Sur un Air de Campagne (217)

Où se cache la culture, source de vérité, de nos jours ? Dans les musées ? Sur les blogs obscurs de l'Internet underground ? Dans les séries à succès ? Où dans un bon gros roman de facture classique ?

Un Plus Un égale Trois

Santangelo

Un vieil ami, qui m'avait conseillé de lire « Extension du Domaine de la Lutte » en 1998, m'a soufflé, il y a quelques mois, le nom de Patrice Jean – qui n'était pas encore venu à mes oreilles campagnardes. Depuis plusieurs jours, je vis en sa compagnie, modérément ou plus passionnément, à travers son dernier roman, paru chez Gallimard, intitulé « la Poursuite de l'Idéal. » Et, si je n'avais pas aimé le premier Houellebecq à l'époque, je dois avouer que la lecture de l'impétrant aux royaumes des GranZécrivains m'a rendu la vie plus légère. Qui ou quoi a changé ?

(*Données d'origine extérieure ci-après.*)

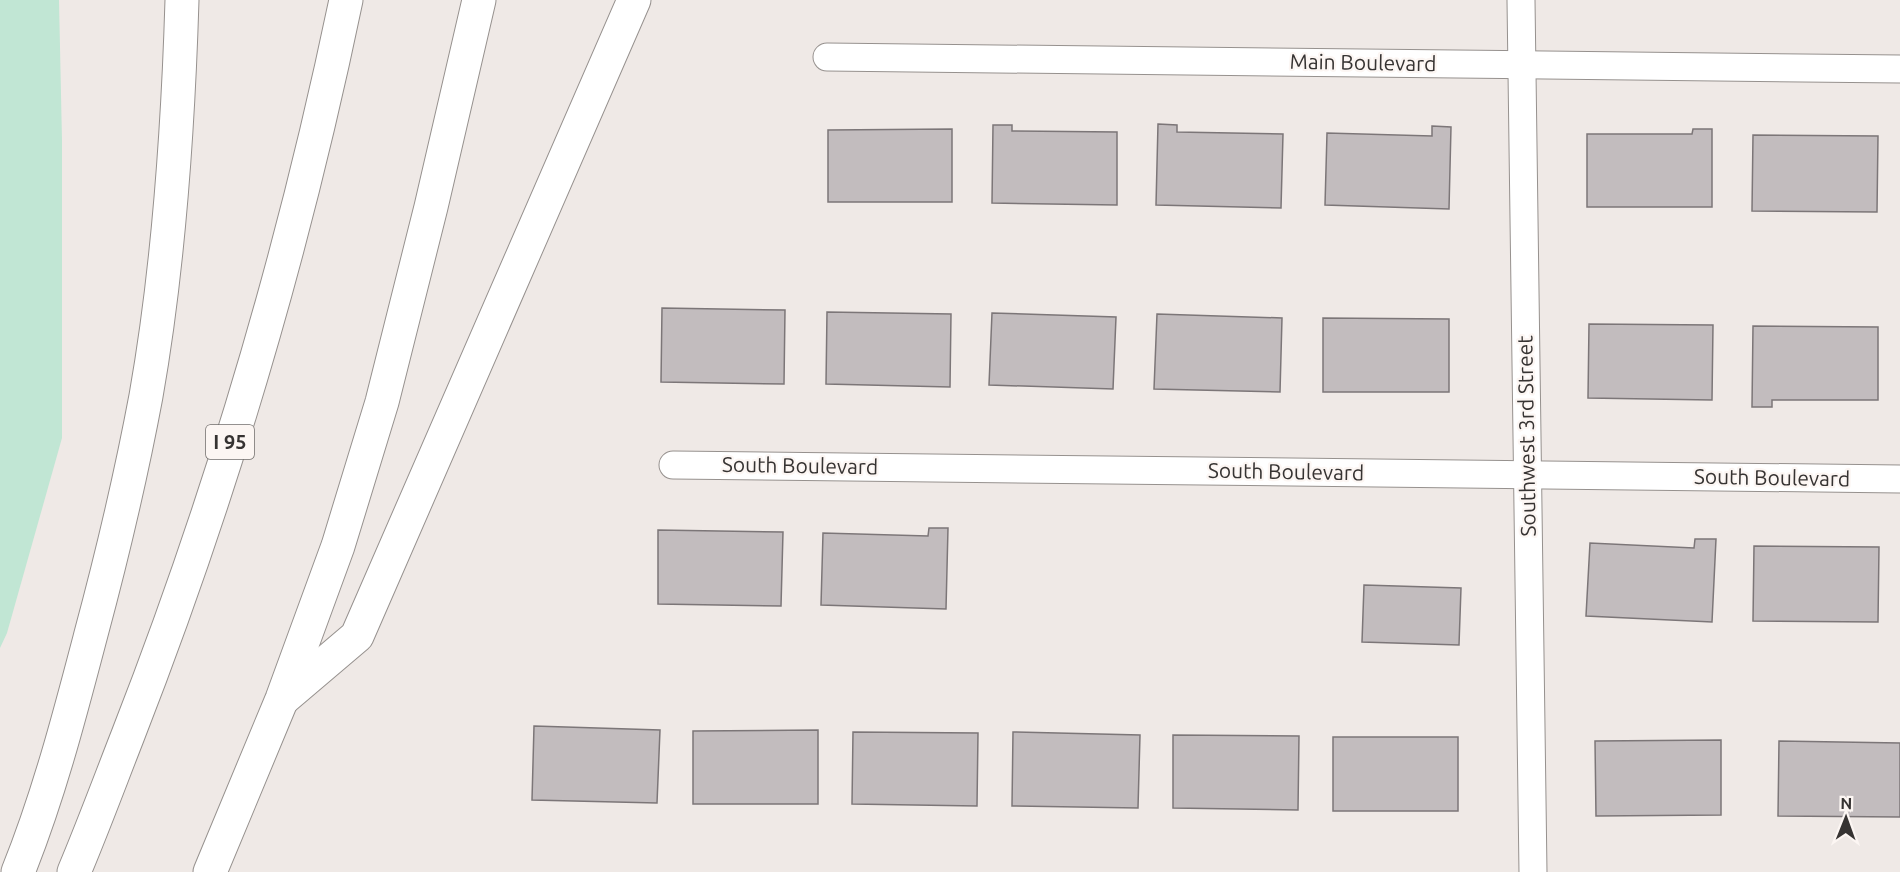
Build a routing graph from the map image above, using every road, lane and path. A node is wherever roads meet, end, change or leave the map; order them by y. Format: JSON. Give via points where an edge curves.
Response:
{"nodes":[{"id":1,"x":182,"y":0,"type":"edge"},
{"id":2,"x":346,"y":0,"type":"edge"},
{"id":3,"x":479,"y":0,"type":"edge"},
{"id":4,"x":634,"y":0,"type":"edge"},
{"id":5,"x":1521,"y":0,"type":"edge"},
{"id":6,"x":826,"y":57,"type":"dead end"},
{"id":7,"x":1522,"y":65,"type":"junction"},
{"id":8,"x":1900,"y":69,"type":"edge"},
{"id":9,"x":673,"y":465,"type":"dead end"},
{"id":10,"x":1527,"y":474,"type":"junction"},
{"id":11,"x":1900,"y":479,"type":"edge"},
{"id":12,"x":282,"y":699,"type":"junction"},
{"id":13,"x":18,"y":872,"type":"edge"},
{"id":14,"x":74,"y":872,"type":"edge"},
{"id":15,"x":210,"y":872,"type":"edge"},
{"id":16,"x":1533,"y":872,"type":"edge"}],
"edges":[{"from":1,"to":13,"type":"highway","via":[[172,186],[146,396],[113,548],[72,707]]},
{"from":2,"to":14,"type":"highway","number":"I 95","via":[[298,206],[256,361],[160,652]]},
{"from":3,"to":12,"type":"highway","via":[[382,402],[338,546]]},
{"from":4,"to":12,"type":"highway","via":[[357,636]]},
{"from":5,"to":7,"type":"street","name":"Southwest 3rd Street"},
{"from":6,"to":7,"type":"street","name":"Main Boulevard"},
{"from":7,"to":8,"type":"street","name":"Main Boulevard"},
{"from":7,"to":10,"type":"street","name":"Southwest 3rd Street"},
{"from":9,"to":10,"type":"street","name":"South Boulevard"},
{"from":10,"to":11,"type":"street","name":"South Boulevard"},
{"from":10,"to":16,"type":"street","name":"Southwest 3rd Street"},
{"from":12,"to":15,"type":"highway"}]}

Un héros à l'ancienne. Une histoire à l'ancienne. Pour un ravalement complet du bon vieux roman d'initiation. Le hasard des amitiés de lycée a placé sur la route de Cyrille Bertrand un ange-gardien exilé de la grande bourgeoisie parisienne. Les deux compères, comme il se doit à cet âge-là, se jurent de lutter ensemble pour leur idéal poétique, quoi que la vie leur réserve. Comme il est plus rare, ils feront tout pour rester fidèles. Armé de son amitié précieuse et de son idéal poétique, le héros (c'est ainsi que l'appelle le narrateur caché et malicieux) va apprendre la vie parisienne sous toutes les coutures culturelles. Bien que fils d'un artisan de province, Cyrille a toujours aimé la grande vie et les poèmes de Valéry Larbaud. Muni d'une simple licence de lettres, il ne craint pas de s'attaquer au Grâal de la littérature : un grand recueil de poésie.

Mais où sont les poètes de nos jours ? Il cherchera dans des emplois subalternes, dans l'expérience de l'enseignement, et même dans la vie mondaine. Au fil des presque 500 pages, on le suit, de ses vingt à ses trente ans, naïf et romantique, comme il se doit pour un héros, mais dilettante irrésolu, tentant de concilier les impératifs de le comédie sociale et son idéalisme échevelé. Du roman sociologique dans lequel on se croyait au début et malgré un ancrage bien réel, le livre se transforme en fable sur la jeunesse, sur l'écriture, sur l'échec de la culture pour tous.

Et puis, comme dans tout roman d'apprentissage, il y a des femmes – de celles qui font les héros. Qui de Lucie, la catholique discrète, de sa prof de femme ou d'une maîtresse de passage, réussira à lui faire oublier la grande classe de la sœur de son ami, rencontrée lors de vacances parfaites à l'adolescence ?

Je ne pensais plus pouvoir lire un gros roman réaliste du début à la fin. Patrice Jean a réussi cet exploit de maintenir intact le plaisir de ma lecture, page par page.

La fin ? Le succès viendra-t-il punir le destin exemplaire d'un cœur pur et d'une âme ardente pour le priver de paradis ?

Un roman complet, solide – un peu roboratif parfois dans ses thèses à rebrousse-poil de l'air du temps – quelque part entre du Houellebecq pour la satire sociale et du Anna Gavalda pour l'optimisme et la fraîcheur. Les jeunes poètes y trouveront de quoi alimenter leurs rêves de succès et les vieux barbons ayant lâché la proie d'une vie poétique depuis longtemps se plairont dans une séquence nostalgie en plein dans l'époque.

Si on l'avait un peu oublié, Patrice Jean nous le rappelle vaillamment : même au temps de Netflix, la vérité de l'époque est bien toujours dans la littérature.